In campo (trovate facilmente il match su Youtube con la voce strapparicordi di Bill McLaren) finisce alla rovescia del pronostico: 20-14 per gli irlandesi di Wood e O’Driscoll. Viene giù Lansdowne Road dalla felicità. Beh, dal fischio finale in poi la tragicommedia è da Oscar: i giocatori irlandesi sono fuori di testa per la gioia, gli inglesi guardano per terra, distrutti. Il più tetro è Martin Johnson, in tuta grigia, che aveva seguito da bordocampo i compagni.

“Non è un momento facile per loro” dice Bill McLaren. E già, perché adesso quegli inglesi dal morale sotto i tacchi dovranno sfilare davanti alla Coppa del Sei Nazioni fino all’arrivo del capitano Matt Dawson che sarà costretto a esultare alzandola al cielo. Che diamine, c’è o no da celebrare la vittoria del Torneo? C’è o no da officiare quel rito artificiale voluto dallo sponsor? Epperò di questa vittoria ai punti fatti/subiti agli inglesi non gliene frega nulla.

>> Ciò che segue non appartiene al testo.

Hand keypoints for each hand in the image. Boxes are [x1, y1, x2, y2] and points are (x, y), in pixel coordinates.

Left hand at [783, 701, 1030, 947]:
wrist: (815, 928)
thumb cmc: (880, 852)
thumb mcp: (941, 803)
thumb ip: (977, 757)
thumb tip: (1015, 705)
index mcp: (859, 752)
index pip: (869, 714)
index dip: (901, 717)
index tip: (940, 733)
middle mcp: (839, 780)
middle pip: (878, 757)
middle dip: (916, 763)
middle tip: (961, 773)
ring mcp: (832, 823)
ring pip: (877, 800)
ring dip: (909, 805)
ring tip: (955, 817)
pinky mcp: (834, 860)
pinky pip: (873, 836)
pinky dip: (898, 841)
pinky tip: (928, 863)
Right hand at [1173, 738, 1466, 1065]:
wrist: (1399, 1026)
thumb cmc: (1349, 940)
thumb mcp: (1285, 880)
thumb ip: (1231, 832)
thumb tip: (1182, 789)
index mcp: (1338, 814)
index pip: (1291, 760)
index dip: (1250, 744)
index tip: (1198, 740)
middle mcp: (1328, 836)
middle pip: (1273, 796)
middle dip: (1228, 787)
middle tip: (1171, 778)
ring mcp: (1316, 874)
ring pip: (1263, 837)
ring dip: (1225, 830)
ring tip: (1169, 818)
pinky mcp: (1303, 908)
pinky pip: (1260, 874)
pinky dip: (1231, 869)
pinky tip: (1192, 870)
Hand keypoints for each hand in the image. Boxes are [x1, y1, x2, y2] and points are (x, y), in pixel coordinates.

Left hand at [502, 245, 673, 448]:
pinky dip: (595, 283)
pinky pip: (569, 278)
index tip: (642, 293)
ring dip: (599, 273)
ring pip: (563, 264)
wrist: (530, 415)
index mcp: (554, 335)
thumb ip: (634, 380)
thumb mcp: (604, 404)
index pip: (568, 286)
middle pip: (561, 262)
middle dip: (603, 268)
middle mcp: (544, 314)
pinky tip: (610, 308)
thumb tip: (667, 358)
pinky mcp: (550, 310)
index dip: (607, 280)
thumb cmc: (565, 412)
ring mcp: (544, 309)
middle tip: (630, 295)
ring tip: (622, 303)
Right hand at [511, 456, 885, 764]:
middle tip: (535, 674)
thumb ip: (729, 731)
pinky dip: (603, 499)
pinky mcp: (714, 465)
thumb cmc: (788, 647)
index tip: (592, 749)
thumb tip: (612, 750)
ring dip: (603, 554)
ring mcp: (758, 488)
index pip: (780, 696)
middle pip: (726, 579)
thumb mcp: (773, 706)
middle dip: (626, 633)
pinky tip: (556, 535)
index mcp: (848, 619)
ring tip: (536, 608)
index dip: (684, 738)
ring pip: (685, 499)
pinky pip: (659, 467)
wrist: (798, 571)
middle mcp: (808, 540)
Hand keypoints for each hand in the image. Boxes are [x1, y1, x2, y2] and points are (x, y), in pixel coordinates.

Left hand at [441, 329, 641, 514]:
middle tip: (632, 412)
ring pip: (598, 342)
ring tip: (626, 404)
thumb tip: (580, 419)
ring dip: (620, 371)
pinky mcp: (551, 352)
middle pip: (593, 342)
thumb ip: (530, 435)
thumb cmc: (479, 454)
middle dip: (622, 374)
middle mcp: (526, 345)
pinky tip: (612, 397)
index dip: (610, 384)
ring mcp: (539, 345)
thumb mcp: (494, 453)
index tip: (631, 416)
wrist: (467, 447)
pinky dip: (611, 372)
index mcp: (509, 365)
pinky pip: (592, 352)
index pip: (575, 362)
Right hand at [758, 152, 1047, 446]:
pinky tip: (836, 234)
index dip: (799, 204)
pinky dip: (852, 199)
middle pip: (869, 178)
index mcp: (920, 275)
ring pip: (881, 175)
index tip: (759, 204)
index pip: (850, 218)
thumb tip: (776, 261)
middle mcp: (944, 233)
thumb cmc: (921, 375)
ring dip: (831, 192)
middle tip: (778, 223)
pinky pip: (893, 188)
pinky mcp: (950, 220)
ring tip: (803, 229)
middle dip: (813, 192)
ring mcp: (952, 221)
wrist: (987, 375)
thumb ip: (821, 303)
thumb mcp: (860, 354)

Così Dawson e Johnson ricevono la Coppa, la tengono a mezz’asta, mai più alta del petto, giusto il tempo di fare le foto di rito. Johnson neppure prova a fare un sorriso di circostanza, se potesse quella coppa la accartoccerebbe come una lattina con quelle manone da Frankenstein. Dawson prova ad allargare le labbra, ma il risultato è piuttosto da paresi facciale. Mai visto giocatori che hanno vinto un Torneo uscire dal campo con quelle facce da funerale.

Senza questa pantomina, in passato gli irlandesi avrebbero celebrato con la stessa foga la vittoria ex aequo del Torneo (e soprattutto il ko degli arcirivali) mentre almeno agli inglesi sarebbe stata risparmiata quella ipocrita passerella in favore di telecamere e di sponsor. I bianchi sarebbero filati subito a fare la doccia e dopo, davanti a una birra, avrebbero comunque potuto dimenticare che il Grand Slam era volato via, ma che almeno una vittoria sarebbe restata negli annali anche se ex aequo, così come era serenamente capitato per i primi 110 anni del Torneo.